The Health Ministry said that in the first 10 days of 2018 there were 2,375 suspected measles cases, up from 826 cases over the same period in 2017. (According to Health Ministry data, about 10 percent of all cases last year were considered to be measles-like cases.) And though the Italian government has previously taken some limited measures in response to the increase in cases — its last policy changes included the increase of vaccinations for 7-year-olds and screening of kindergarten students for fever — this new approach will be the first widespread effort to limit the number of unvaccinated children.
See an interactive map of the total measles outbreaks in the U.S.
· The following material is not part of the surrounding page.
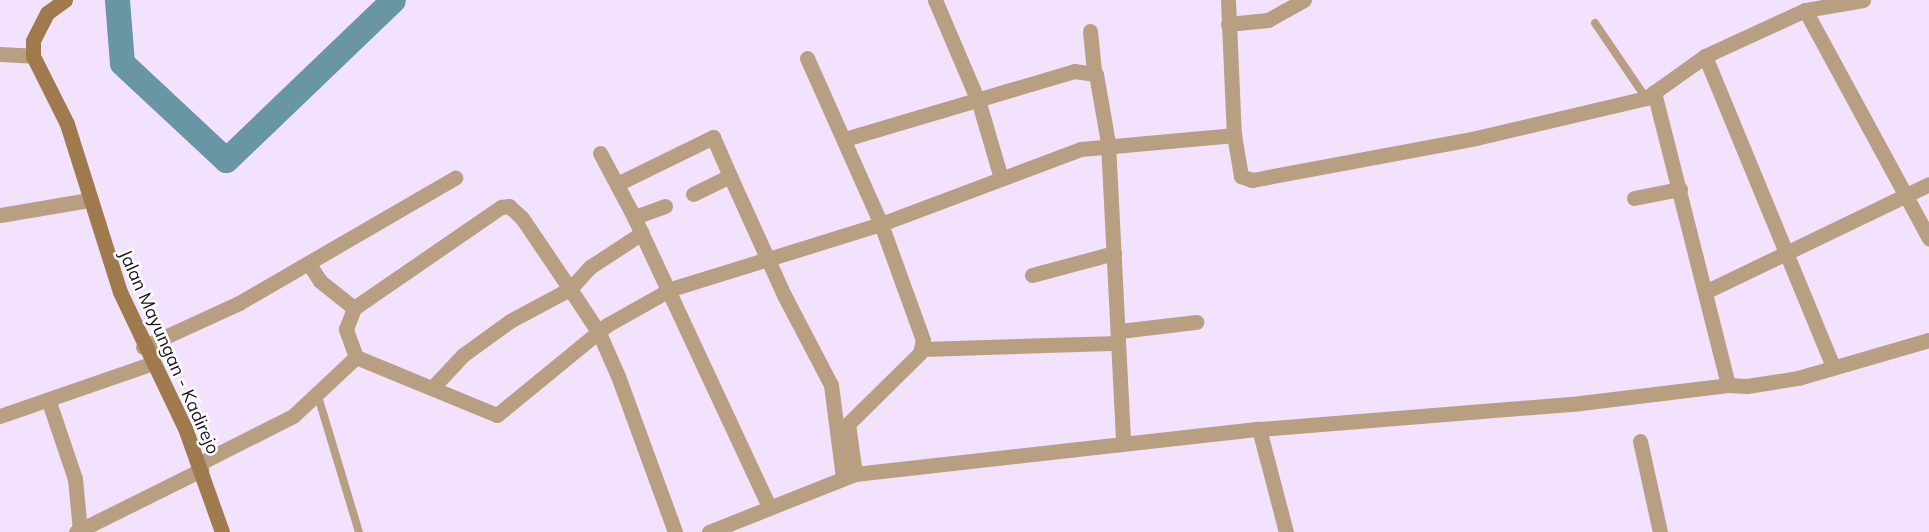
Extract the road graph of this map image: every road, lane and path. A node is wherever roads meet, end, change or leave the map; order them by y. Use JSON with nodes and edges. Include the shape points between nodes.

Among the new limits, the government will prohibit children from enrolling in kindergarten without the full vaccination coverage required by the country’s public school system. It will also limit visits to grandparents, like in countries where people who can not visit or visit as frequently often as other grandparents get vaccinated, to no more than once a year.
Many parents in Italy cite concerns about the long-term safety of vaccines as their reasons for opting out of vaccinating their children, and some suggest that the lack of vaccinations can lead to the increase in measles cases.
See an interactive map of the measles outbreaks in the U.S.
Nevertheless, while many European countries and even the U.S. still have high numbers of unimmunized children, Italy has adopted a more restrictive approach than many other European countries, although vaccination rates are not the highest in Europe — Sweden and Belgium have the highest coverage rates in Europe, according to research published in 2016. Italy has the second-lowest vaccination rates in Europe.